Restabeleci o contacto. Desta vez não foi uma mensagem de sofrimento que recebi, mas uma onda de ódio, um ódio absoluto, diabólico. O Mislik avançava sempre.
Peguei na minha pistola de calor. Ele parou, emitiu para mim um ódio ainda mais violento, que eu sentia quase fisicamente, como uma onda morna e viscosa. Então, por minha vez, emiti para ele:
— Meu irmão· de metal, — pensei não lhe quero mal. Para que é preciso que os Hiss e vocês mesmos se destruam? Por que parece a lei do mundo ser um homicídio?
Por que é preciso que uma espécie massacre a outra, um reino um outro ·reino? Não odeio você, estranha criatura.

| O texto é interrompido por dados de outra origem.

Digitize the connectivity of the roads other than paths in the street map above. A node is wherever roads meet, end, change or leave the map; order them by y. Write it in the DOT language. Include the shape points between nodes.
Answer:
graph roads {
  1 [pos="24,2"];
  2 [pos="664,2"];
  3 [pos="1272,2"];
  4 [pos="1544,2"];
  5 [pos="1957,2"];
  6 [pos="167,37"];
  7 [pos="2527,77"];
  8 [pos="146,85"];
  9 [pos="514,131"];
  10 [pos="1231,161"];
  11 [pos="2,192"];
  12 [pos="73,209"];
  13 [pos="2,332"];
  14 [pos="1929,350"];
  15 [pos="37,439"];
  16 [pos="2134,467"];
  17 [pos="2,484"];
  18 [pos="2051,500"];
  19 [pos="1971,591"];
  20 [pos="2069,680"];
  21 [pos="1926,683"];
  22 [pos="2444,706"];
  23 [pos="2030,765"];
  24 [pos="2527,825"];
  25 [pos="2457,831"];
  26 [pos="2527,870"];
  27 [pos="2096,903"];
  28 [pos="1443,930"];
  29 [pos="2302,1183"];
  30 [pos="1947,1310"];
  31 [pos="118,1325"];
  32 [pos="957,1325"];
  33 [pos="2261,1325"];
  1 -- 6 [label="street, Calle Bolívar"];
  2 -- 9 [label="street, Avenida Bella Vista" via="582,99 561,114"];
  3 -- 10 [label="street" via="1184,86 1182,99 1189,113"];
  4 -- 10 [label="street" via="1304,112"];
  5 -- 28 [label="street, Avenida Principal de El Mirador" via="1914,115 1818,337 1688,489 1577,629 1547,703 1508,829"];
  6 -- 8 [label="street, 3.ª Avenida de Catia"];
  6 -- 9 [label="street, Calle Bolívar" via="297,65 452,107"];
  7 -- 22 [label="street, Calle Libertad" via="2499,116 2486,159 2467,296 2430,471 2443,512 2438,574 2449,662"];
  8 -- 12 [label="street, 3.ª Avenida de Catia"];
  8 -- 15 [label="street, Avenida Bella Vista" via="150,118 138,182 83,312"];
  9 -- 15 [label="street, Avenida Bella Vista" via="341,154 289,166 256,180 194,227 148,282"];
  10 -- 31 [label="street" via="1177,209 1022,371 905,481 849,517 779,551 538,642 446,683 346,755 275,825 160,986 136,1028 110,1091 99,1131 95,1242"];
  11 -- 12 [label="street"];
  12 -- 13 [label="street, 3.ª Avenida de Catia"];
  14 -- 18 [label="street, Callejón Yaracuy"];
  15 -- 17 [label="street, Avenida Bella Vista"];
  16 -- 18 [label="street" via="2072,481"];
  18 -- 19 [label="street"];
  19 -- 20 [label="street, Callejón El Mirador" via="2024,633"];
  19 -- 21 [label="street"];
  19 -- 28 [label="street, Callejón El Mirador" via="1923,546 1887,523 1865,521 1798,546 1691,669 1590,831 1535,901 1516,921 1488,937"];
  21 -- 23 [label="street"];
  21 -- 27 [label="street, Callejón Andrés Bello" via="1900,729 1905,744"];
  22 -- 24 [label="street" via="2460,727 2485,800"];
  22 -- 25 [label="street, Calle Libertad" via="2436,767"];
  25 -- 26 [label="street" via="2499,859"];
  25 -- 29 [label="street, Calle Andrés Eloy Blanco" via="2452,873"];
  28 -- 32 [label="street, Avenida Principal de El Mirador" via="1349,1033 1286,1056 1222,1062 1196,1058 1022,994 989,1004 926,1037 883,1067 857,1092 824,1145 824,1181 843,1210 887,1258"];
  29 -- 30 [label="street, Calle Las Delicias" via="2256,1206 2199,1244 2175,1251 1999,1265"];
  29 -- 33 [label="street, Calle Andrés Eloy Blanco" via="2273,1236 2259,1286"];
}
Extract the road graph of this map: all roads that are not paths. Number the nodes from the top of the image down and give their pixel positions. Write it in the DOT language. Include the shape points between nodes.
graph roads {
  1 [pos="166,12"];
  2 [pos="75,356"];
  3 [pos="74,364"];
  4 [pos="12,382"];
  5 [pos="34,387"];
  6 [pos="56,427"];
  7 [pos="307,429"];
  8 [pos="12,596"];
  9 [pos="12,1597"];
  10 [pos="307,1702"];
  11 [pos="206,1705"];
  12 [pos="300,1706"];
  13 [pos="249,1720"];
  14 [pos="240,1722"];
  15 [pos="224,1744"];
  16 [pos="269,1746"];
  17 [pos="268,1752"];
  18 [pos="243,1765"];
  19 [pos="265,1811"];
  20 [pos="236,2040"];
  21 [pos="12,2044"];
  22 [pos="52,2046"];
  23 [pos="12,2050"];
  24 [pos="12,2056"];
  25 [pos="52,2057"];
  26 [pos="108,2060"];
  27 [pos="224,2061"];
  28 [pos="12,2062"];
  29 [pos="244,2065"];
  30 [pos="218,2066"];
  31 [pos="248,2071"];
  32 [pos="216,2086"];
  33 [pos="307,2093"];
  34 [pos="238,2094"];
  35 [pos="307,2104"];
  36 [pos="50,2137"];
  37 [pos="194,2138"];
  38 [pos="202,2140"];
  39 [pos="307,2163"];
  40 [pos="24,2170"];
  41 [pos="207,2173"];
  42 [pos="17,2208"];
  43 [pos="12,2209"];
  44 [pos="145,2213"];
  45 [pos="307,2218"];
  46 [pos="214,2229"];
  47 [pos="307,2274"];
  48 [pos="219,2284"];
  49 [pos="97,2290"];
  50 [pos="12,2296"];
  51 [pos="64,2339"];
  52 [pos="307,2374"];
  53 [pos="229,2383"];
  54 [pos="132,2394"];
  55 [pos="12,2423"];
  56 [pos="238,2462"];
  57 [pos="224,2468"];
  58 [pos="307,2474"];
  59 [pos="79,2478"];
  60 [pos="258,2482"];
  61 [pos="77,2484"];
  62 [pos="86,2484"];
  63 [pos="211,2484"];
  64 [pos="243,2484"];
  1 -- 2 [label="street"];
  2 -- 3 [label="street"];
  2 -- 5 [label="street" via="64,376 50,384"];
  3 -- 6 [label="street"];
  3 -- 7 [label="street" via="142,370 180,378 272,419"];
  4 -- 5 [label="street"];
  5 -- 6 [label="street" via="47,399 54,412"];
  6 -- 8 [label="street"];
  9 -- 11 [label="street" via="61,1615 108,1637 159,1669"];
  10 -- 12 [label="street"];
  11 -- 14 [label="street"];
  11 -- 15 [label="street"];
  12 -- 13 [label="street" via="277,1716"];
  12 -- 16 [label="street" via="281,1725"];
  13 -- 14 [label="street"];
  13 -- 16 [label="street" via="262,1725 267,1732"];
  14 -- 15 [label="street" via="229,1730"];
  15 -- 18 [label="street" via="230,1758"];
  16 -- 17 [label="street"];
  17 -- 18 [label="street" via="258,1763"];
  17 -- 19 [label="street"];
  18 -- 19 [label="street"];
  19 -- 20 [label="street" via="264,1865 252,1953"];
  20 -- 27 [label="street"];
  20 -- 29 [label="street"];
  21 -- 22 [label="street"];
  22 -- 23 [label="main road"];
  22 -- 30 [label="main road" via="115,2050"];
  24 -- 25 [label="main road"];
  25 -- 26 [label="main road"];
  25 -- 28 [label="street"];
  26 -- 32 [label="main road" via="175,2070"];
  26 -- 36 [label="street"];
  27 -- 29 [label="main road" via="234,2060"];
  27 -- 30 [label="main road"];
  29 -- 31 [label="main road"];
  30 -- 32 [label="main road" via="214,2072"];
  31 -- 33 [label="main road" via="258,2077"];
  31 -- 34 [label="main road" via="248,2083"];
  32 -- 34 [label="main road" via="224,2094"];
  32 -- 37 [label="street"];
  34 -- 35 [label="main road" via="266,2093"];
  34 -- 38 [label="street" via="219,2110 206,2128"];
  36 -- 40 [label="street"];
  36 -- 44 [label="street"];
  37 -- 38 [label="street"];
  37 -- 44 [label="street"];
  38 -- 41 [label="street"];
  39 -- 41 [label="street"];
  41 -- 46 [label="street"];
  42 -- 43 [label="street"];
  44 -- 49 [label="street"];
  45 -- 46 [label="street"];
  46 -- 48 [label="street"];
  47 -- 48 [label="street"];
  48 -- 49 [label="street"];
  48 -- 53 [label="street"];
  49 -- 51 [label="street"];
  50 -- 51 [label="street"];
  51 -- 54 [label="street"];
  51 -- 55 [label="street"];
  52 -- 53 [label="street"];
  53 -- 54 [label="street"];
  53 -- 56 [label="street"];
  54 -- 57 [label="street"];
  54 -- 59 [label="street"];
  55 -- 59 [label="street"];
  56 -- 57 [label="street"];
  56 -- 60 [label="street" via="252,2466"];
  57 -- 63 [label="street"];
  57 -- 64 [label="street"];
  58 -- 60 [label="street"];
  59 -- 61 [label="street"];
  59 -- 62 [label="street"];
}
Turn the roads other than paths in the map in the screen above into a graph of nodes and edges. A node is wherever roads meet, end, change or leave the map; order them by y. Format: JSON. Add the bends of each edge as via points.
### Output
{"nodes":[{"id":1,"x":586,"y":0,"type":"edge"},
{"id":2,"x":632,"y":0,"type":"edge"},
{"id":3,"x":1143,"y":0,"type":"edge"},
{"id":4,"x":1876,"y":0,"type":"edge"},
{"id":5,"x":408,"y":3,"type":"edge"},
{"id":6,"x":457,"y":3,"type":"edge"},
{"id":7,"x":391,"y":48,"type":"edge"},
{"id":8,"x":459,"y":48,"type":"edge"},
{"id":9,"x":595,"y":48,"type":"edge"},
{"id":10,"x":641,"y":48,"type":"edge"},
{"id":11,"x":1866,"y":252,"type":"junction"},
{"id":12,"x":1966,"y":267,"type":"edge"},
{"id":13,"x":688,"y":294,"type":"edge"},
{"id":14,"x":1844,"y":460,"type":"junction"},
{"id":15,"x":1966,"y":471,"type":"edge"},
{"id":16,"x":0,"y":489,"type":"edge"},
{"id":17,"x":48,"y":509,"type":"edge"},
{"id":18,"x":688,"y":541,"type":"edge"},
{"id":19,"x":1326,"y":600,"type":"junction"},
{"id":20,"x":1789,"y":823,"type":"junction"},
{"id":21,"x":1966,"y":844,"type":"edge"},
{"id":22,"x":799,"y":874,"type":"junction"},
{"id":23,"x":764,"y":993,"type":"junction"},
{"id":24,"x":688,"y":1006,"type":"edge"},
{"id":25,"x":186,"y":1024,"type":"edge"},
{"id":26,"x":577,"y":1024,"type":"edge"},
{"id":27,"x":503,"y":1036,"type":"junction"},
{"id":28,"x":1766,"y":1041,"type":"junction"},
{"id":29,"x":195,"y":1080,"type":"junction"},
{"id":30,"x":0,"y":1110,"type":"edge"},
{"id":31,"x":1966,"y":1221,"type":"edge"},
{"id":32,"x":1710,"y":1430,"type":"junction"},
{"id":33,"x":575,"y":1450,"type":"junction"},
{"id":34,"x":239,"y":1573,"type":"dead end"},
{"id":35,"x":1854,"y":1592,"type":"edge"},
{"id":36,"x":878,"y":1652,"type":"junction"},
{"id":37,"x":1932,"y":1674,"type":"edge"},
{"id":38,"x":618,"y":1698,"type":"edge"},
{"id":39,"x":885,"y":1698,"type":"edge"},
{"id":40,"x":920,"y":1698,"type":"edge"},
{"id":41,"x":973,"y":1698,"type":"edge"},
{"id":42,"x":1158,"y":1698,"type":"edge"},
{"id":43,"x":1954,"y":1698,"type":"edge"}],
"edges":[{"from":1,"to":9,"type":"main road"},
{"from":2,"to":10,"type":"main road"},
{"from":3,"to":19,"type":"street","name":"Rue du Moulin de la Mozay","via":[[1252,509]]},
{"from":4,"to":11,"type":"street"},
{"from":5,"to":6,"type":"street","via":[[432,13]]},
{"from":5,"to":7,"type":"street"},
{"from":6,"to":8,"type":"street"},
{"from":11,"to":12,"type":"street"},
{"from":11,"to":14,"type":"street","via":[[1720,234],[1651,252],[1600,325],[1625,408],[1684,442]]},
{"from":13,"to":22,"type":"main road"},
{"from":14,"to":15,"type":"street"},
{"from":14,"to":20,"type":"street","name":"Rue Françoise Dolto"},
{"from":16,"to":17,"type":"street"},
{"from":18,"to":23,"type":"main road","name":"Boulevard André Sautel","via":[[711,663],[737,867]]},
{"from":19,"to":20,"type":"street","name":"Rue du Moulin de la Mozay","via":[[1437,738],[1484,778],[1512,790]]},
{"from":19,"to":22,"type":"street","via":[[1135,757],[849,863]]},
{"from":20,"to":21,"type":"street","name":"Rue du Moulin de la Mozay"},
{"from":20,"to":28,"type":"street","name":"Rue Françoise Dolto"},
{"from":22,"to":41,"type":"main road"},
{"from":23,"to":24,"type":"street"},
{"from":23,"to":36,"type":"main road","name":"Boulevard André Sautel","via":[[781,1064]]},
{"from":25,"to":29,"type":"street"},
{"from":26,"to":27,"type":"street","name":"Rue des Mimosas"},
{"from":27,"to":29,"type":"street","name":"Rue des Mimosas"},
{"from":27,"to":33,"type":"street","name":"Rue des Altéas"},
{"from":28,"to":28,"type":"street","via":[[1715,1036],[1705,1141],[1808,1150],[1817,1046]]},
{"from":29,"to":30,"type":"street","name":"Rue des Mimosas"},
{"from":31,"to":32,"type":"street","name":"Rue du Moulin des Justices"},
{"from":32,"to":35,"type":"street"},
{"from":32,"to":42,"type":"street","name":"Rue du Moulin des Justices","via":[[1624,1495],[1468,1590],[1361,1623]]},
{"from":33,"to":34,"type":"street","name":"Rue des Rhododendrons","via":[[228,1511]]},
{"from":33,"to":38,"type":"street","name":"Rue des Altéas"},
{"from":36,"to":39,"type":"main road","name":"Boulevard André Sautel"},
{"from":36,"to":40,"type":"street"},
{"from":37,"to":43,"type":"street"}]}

Veja, meto a minha arma no coldre!
Não julgava ser compreendido; no entanto, à medida que pensava sentia o ódio decrescer, passar a último plano, e um sentimento de surpresa substitui-lo sem o atingir. O Mislik continuava imóvel. Rememorei os ensinamentos dos filósofos pretendendo que a matéria deve ser a mesma em todo o universo, o que me parecia confirmado pelos Hiss, e pus-me a pensar em quadrados, retângulos, círculos. Recebi em resposta uma onda de espanto mais intensa, depois imagens invadiram o meu pensamento: o Mislik me respondia. Ai de mim! Tive depressa de me render a evidência: nenhuma comunicação seria sem dúvida possível; as imagens ficavam fluidas, como imagens de sonho. Me pareceu antever estranhas figuras concebidas por um espaço que não era o nosso, um espaço que fazia apelo a mais de três dimensões. Mas tão depressa pensei tê-las compreendido desvaneciam-se, deixando— me pesaroso de ter estado quase apanhando um pensamento absolutamente estranho ao nosso. Fiz uma derradeira tentativa, pensei em números, mas isto não teve melhor sucesso. Recebi, em troca, noções absolutamente incomunicáveis, incompreensíveis, com zonas isoladas, durante as quais nada recebia. Experimentei imagens, mas nada pude encontrar que acordasse nele uma ressonância, nem mesmo uma estrela resplandecente no céu negro. A noção da luz tal como nós a concebemos devia ser desconhecida para ele Interrompi então as minhas experiências, e qualquer coisa da minha melancolia devia ter chegado a ele, porque me enviou uma nova onda de angústia, já com todo o ódio extinto e um sentimento pungente de impotência. Afastou-se sem ter emitido a sua irradiação mortal.